En busca de una hermandad femenina
Una madre separada de su pequeña hija por la fuerza. Cuerpos colgando de un muro a modo de advertencia. Ojos en cada rincón. Una sociedad militarizada. El sometimiento de las mujeres hasta su estado más primitivo, más animal; uniformadas, privadas de voz, de derechos e incluso privadas de su baluarte más natural: el deseo. El aislamiento se ha apoderado del género femenino en la escalofriante sociedad distópica creada por Margaret Atwood en El cuento de la criada, una novela publicada en los ‘80 que acaba de reeditarse tras su adaptación a serie televisiva, The Handmaid’s Tale, con Elisabeth Moss como protagonista.
En un tiempo futuro, indeterminado, el gobierno de los Estados Unidos ha impuesto una tiranía fundamentalista que tomó el control del Estado mediante las armas, luego de que la crisis medioambiental disminuyera drásticamente la fertilidad humana. Todas ellas, las fértiles, han sido entonces reclutadas para convertirse en vientres al servicio de la reproducción de la clase dirigente, cuyas esposas no pueden cumplir con el requisito. Estratificadas en un orden de castas (Esposas, Criadas y Tías, que, a su vez, controlan a las anteriores), las mujeres pierden cualquier atisbo de subjetividad. Pasan a ser funciones. Cumplen el rol que el Estado les asignó. La desesperación se huele en el aire. Cada Criada se somete, mensualmente, a la Ceremonia Sexual con el Comandante que la ha adquirido. Y las Esposas participan como observadoras de esa situación humillante. Serán ellas, en caso de que el embarazo se produzca (y en caso de que llegue a término) quienes se quedarán con la criatura. Todas quieren lo mismo. Lo necesitan para sobrevivir. No casualmente Atwood recurre constantemente a la paráfrasis bíblica: “Dame hijos o moriré”.
Parir o morir pasa a ser la única posibilidad de muchas mujeres que, de no poder engendrar, serán relegadas a las Colonias, una suerte de campo de concentración tóxico para las que no cumplen con las prerrogativas del régimen. La multiplicidad de matices que rodean a la feminidad, la maternidad y al odio intragénero que se percibe con el correr de las páginas acepta tantas lecturas como pliegues hay en el vínculo entre mujeres. El embarazo como triunfo, como trofeo que se exhibe. La envidia como reacción natural ante lo que no se tiene. La infertilidad como castigo.
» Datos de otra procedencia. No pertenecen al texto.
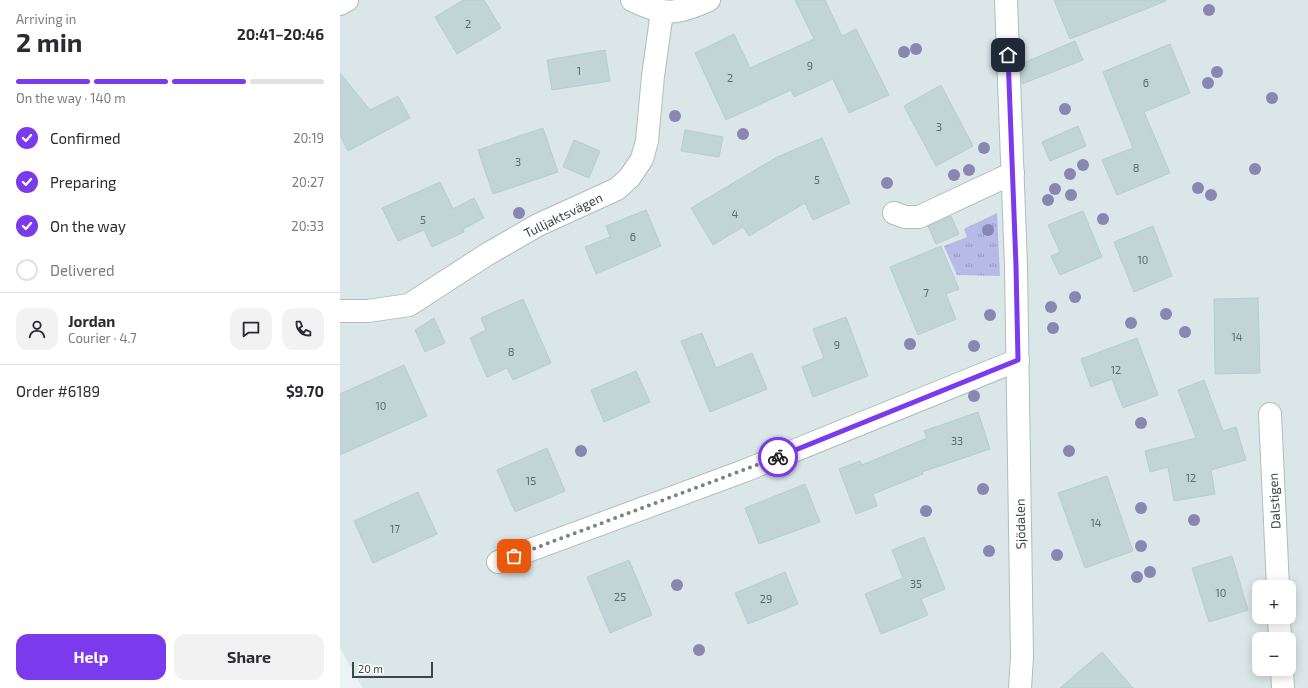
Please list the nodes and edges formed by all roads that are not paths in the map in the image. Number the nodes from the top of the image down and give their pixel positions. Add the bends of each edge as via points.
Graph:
1 (347, 0) edge
2 (632, 0) edge
3 (709, 0) edge
4 (1006, 0) edge
5 (340, 4) edge
6 (662, 12) junction
7 (1013, 173) junction
8 (894, 212) dead end
9 (340, 311) edge
10 (1018, 360) junction
11 (1270, 414) dead end
12 (498, 562) dead end
13 (1278, 580) edge
14 (1282, 676) edge
15 (1020, 688) edge
16 (1282, 688) edge

1 - 5 street
2 - 6 street
3 - 6 street via 675,12
4 - 7 street, Sjödalen
6 - 9 street, Tulljaktsvägen via 647,141 642,159 626,181 617,189 538,225 409,305 368,311
7 - 8 street via 919,217 905,217
7 - 10 street, Sjödalen
10 - 12 street via 744,471
10 - 15 street, Sjödalen via 1022,657
11 - 13 street, Dalstigen
14 - 16 street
La pérdida de un bebé como fracaso, como tabú. El paso del tiempo como amenaza. El sexo como deber impuesto. La procreación obligada. La imposibilidad de repensar las categorías de mujer y de madre por separado. El libro avanza y las connotaciones se vuelven de pronto actuales, aterradoras. ¿Cuán lejos estamos de esta sociedad arcaica y cruel?
Con el correr de la trama, a medida que la angustia se sobreimprime en las letras, Atwood ofrece una luz de esperanza en el concepto de sisterhood. Inevitable el alivio cuando entre la rígida separación que se impone entre las Criadas (deben caminar sólo de a pares y hablar a través de frases hechas) comienza a tejerse una red de mujeres que se sostienen, no se odian. Que se apoyan, no compiten. Un colchón que ataja, no repele. Que da la mano, no rehúye la mirada. Cuando la idea de una posible hermandad femenina, más allá de lo anecdótico de la trama, viene a contrarrestar la miseria que, a veces, tiñe los vínculos humanos.